Filed under: General — Dana @ 6:31 am

[guest post by Dana]

Back in 2012, Blaine Adamson, owner of the T-shirt company Hands-On Originals, was approached by the Gay and Lesbian Services Organization of Lexington to make shirts for an upcoming Lexington Pride Festival. Citing religious beliefs, Adamson declined:

I decided to pass on the opportunity because, as a Christian owner, I cannot in good conscience endorse groups or events that run counter to my convictions.

“Due to the promotional nature of our products, it is the prerogative of the company to refuse any order that would endorse positions that conflict with the convictions of the ownership.”

Upon having a human rights complaint filed against Hands-On Originals by the GLSO, Adamson clarified:

To be very clear, Hands On Originals does not and never has discriminated against any individuals or groups. As my earlier statement clarifies, we both employ and do business with people from all walks of life.

My decision not to print the shirts requested of us has nothing to do with who was ordering the shirts; it had only to do with the message of the shirts no matter who was ordering them.

In this situation, the message is in disagreement with my values. My faith calls me to love all people regardless of whether they share my values or not.

Fast forward to October of this year when the Lexington-Fayette Urban County Human Rights Commission found that Anderson and Hands-On Originals discriminated against Gay and Lesbian Services Organization by refusing to print the group’s T-shirts:

“The evidence of record shows that the respondent discriminated against GLSO because of its members’ actual or imputed sexual orientation by refusing to print and sell to them the official shirts for the 2012 Lexington Pride Festival.”

Munson wrote that the application of the Fairness Ordinance did not violate the T-shirt vendor’s right to free speech and the free exercise of religion. The Human Rights Commission found in 2012 that Hands On Originals violated the city’s fairness ordinance, which prohibits businesses open to the public from discriminating against people based on sexual orientation. Nonetheless, the hearing process continued over two more years.
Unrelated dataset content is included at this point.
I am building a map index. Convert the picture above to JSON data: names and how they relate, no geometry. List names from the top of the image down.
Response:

Glenn Beck had an interesting interview last week with two cool free-market supporters who are small-business owners and understand the need to respect others’ personal beliefs. They also happen to be lesbians. They both came to Anderson’s defense:

“As a business owner, it struck a chord with me when I read the story, because I know how hard it is to build a business, and it’s very personal, you know? You put your blood and your sweat and your tears into every bit of it. You know, when I put myself in his place, I immediately felt like if that were to happen to us, you know, I couldn’t, you know, create or print anti-gay T-shirts, you know, for a group. I couldn’t do it,” Kathy explained.
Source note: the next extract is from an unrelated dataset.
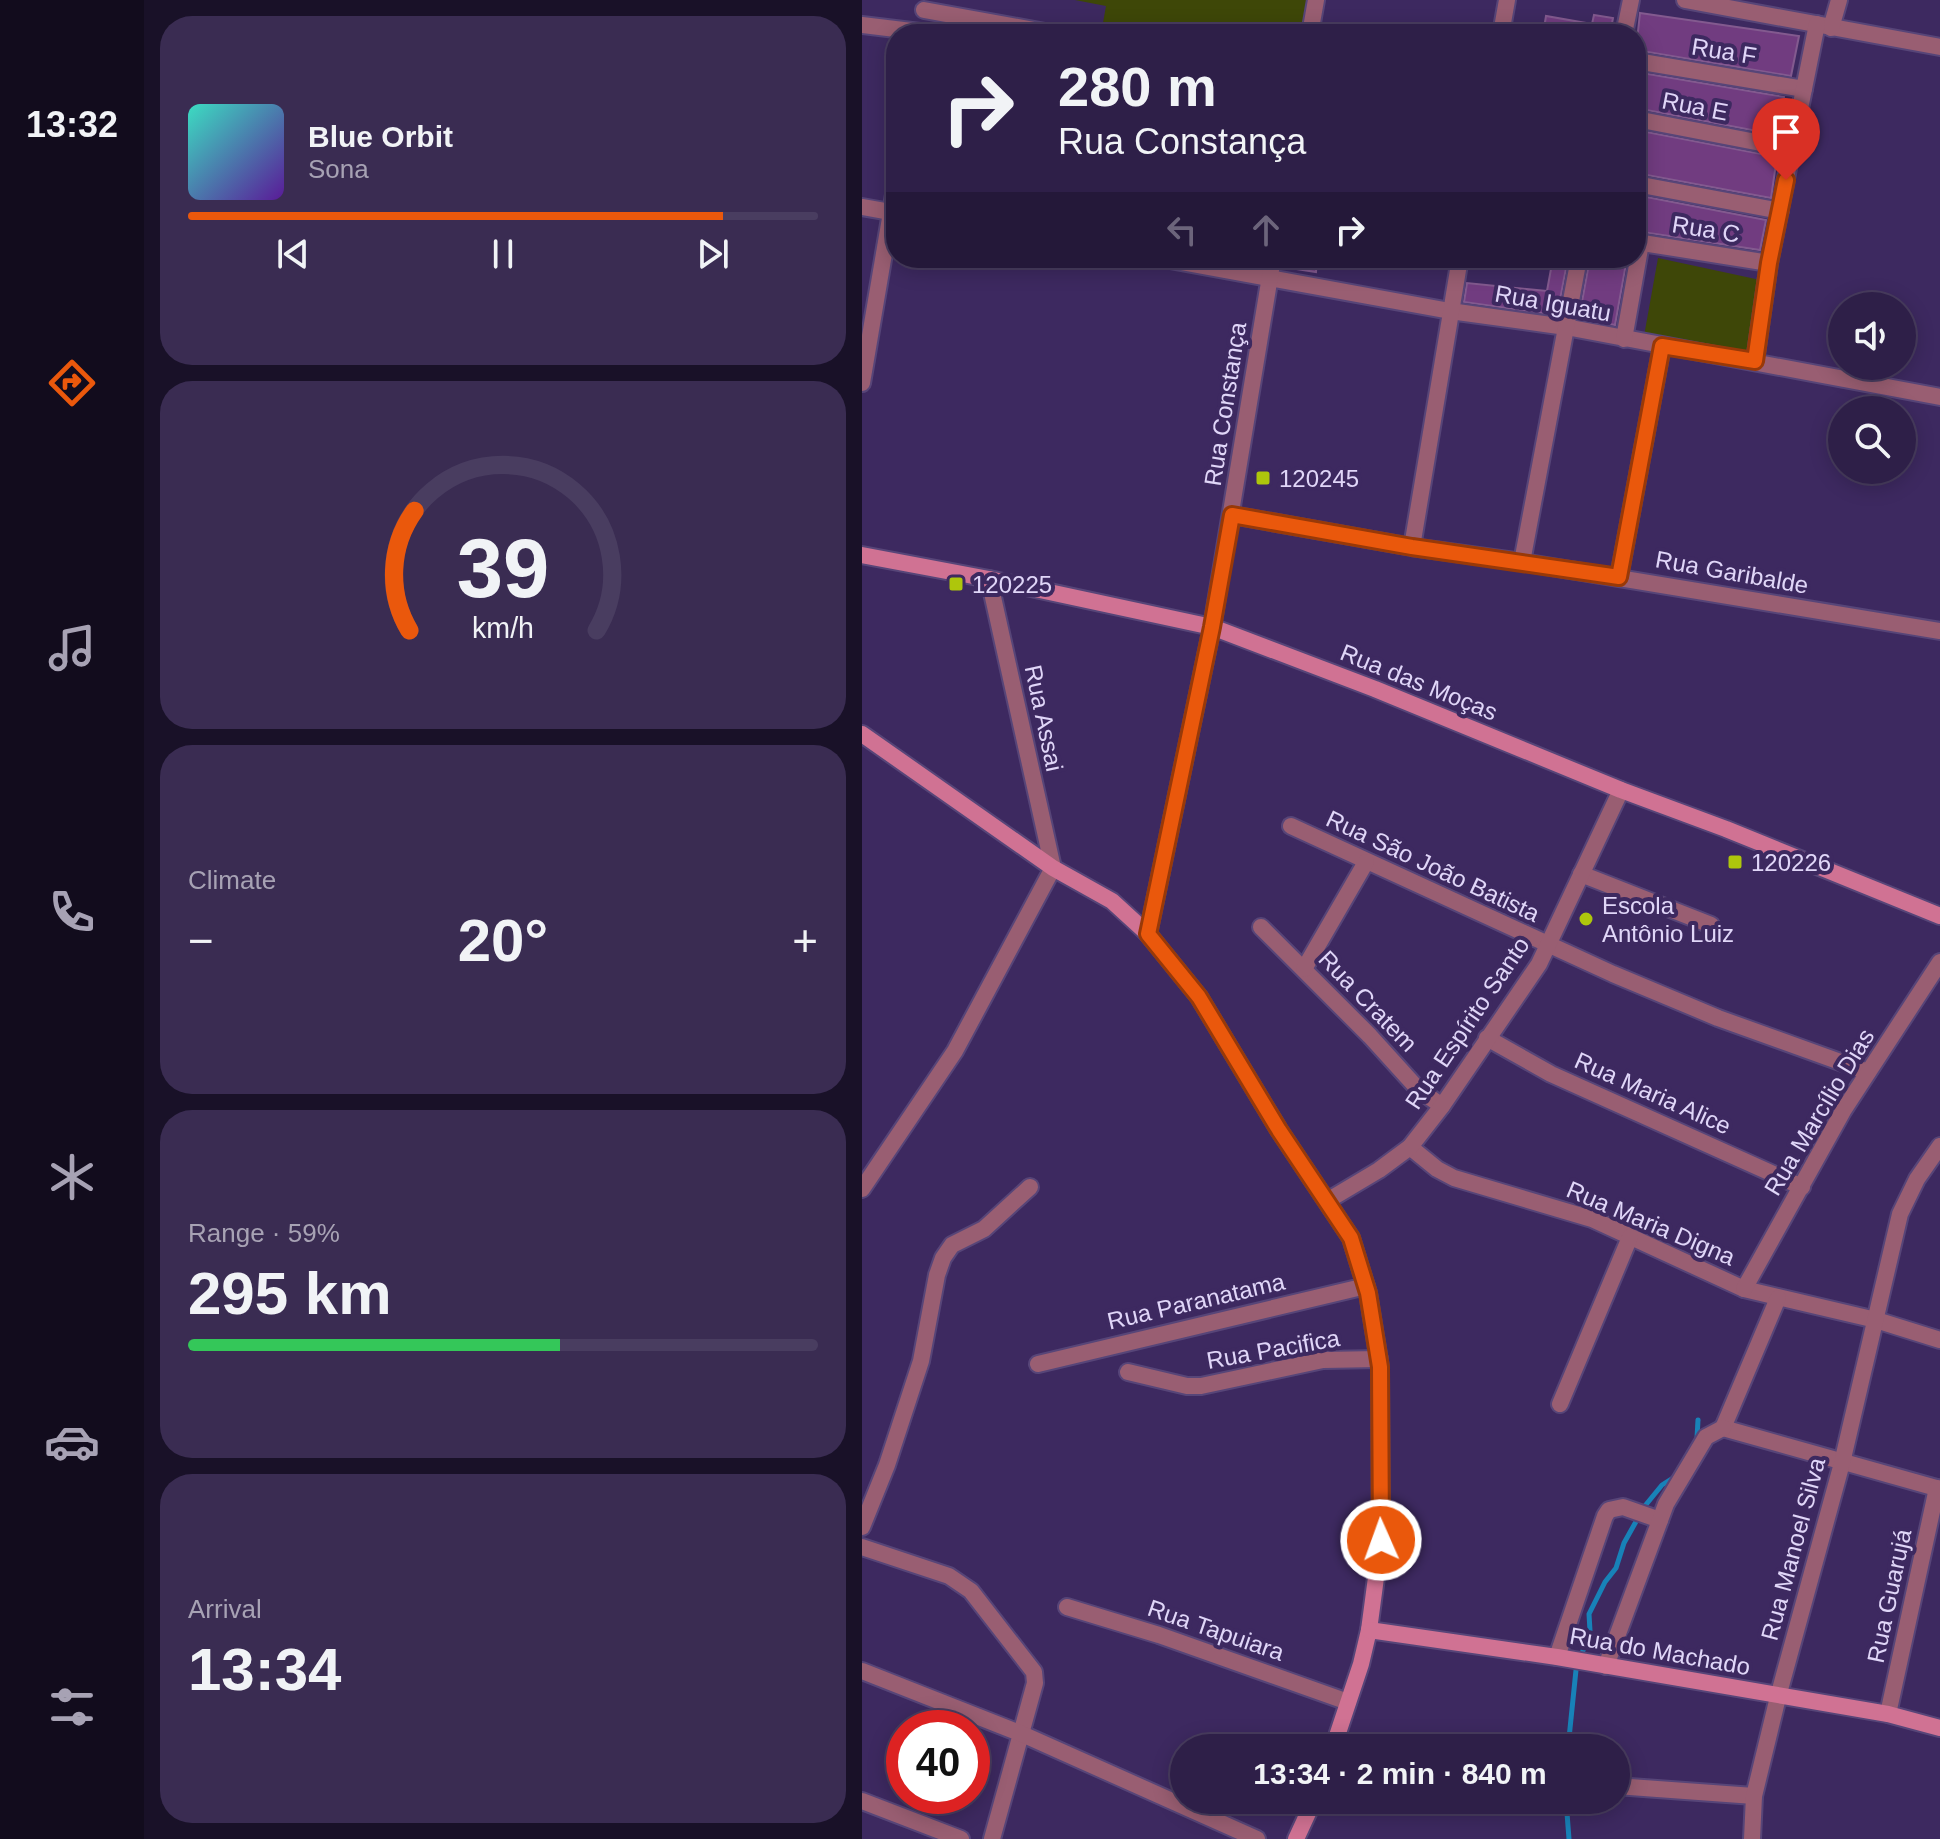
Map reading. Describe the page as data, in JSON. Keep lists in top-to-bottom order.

“So when I put myself in his shoes, you know, I could see it from his side, and you know, I really felt for him. He’s got a great business, you know, and there’s a lot of us out there. There’s a lot of gay businesses that would love to do business with everybody,” she continued.

Diane added, “We feel this really isn’t a gay or straight issue. This is a human issue. No one really should be forced to do something against what they believe in. It’s as simple as that, and we feel likewise. If we were approached by an organization such as the Westboro Baptist Church, I highly doubt we would be doing business with them.”
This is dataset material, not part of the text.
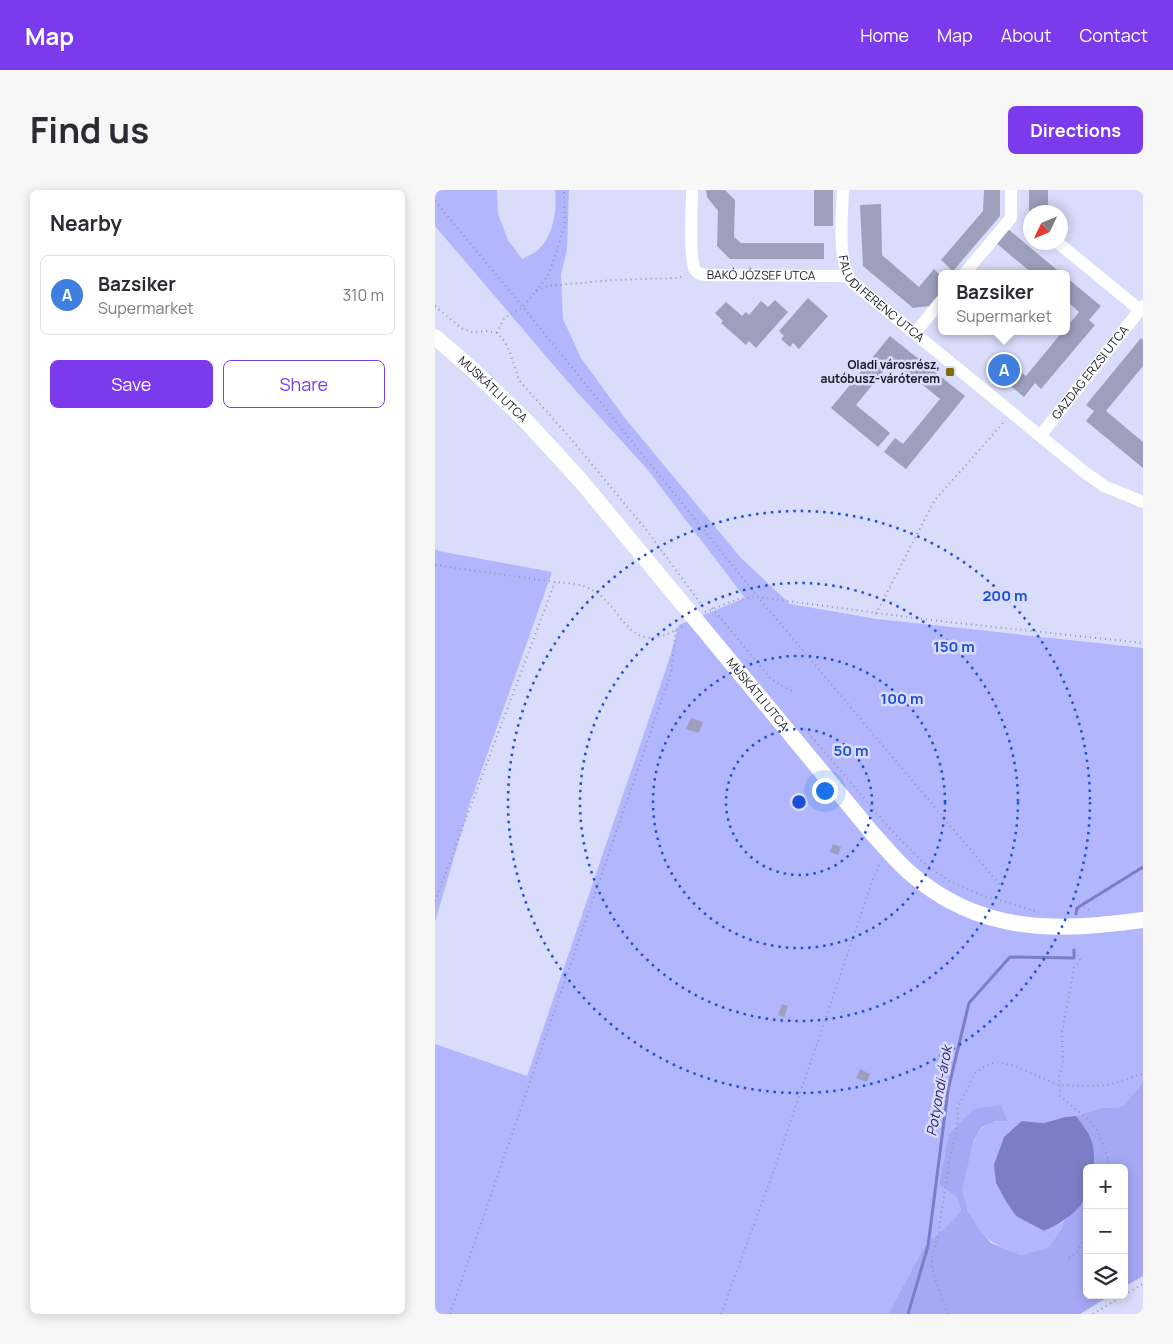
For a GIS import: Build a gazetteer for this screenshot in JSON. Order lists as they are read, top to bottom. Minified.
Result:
{"streets":{"main road":["MUSKÁTLI UTCA"],"street":["BAKÓ JÓZSEF UTCA","FALUDI FERENC UTCA","GAZDAG ERZSI UTCA"]},"crossings":[["BAKÓ JÓZSEF UTCA","FALUDI FERENC UTCA"],["FALUDI FERENC UTCA","GAZDAG ERZSI UTCA"]],"water":["Potyondi-árok"],"places":{"transit":["Oladi városrész, autóbusz-váróterem"]},"north":"bottom left","page":{"header":"Map","nav":["Home","Map","About","Contact"],"title":"Find us","buttons":["Directions",["Save","Share"]],"heading":"Nearby","list":[{"mark":"A","name":"Bazsiker","note":"Supermarket","value":"310 m"}],"popup":["Bazsiker","Supermarket"],"pins":"A","map_buttons":["+","−"]},"rings":["200 m","150 m","100 m","50 m"]}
“Everybody votes with their dollars, you know?” Kathy said. “People shop where they want to shop because they, you know, they’re comfortable with that retailer. And why you would want to go with somebody who doesn’t agree with you, you know, and there’s others who do agree with you, that’s who I want to do business with. I mean, that’s why we create what we create for our community, you know? These are our people, and we understand them, and this is what we do.”

I don’t know where these women stand on matters of faith, but it’s certainly clear they have great respect for individual rights and personal beliefs. A sensibility and reasonableness that one wishes would become pervasive in all communities, especially in those that aggressively seek to punish and drive businesses into the ground because their beliefs are different.